• _Required action_: Copy each line of the data below exactly, leaving out pictures.

─── Data to examine

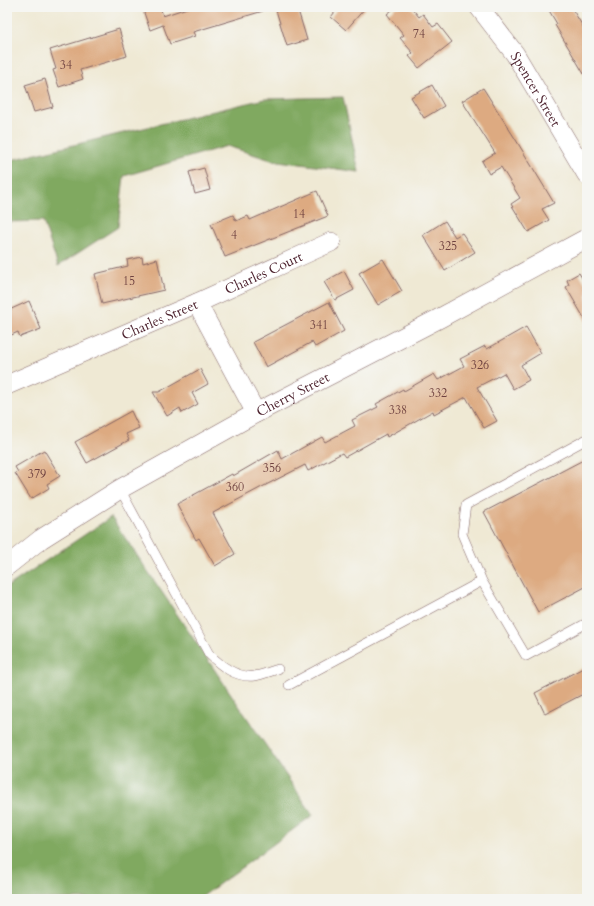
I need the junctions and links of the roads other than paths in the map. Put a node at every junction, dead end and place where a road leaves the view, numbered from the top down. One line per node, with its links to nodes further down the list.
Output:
1 (479, 7): 2 (street, Spencer Street)
2 (587, 175)
3 (587, 238): 7 (street, Cherry Street)
4 (331, 242): 5 (street, Charles Court)
5 (197, 303): 6 (street, Charles Street); 7 (street, Charles Street)
6 (7, 385)
7 (256, 413): 9 (street, Cherry Street)
8 (587, 439): 11 (lane)
9 (120, 489): 10 (street, Cherry Street); 13 (lane)
10 (7, 566)
11 (482, 581): 12 (lane); 14 (lane)
12 (587, 623)
13 (278, 669)
14 (289, 685)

──────

• _Written solution_:
I need the junctions and links of the roads other than paths in the map. Put a node at every junction, dead end and place where a road leaves the view, numbered from the top down. One line per node, with its links to nodes further down the list.
Output:
1 (479, 7): 2 (street, Spencer Street)
2 (587, 175)
3 (587, 238): 7 (street, Cherry Street)
4 (331, 242): 5 (street, Charles Court)
5 (197, 303): 6 (street, Charles Street); 7 (street, Charles Street)
6 (7, 385)
7 (256, 413): 9 (street, Cherry Street)
8 (587, 439): 11 (lane)
9 (120, 489): 10 (street, Cherry Street); 13 (lane)
10 (7, 566)
11 (482, 581): 12 (lane); 14 (lane)
12 (587, 623)
13 (278, 669)
14 (289, 685)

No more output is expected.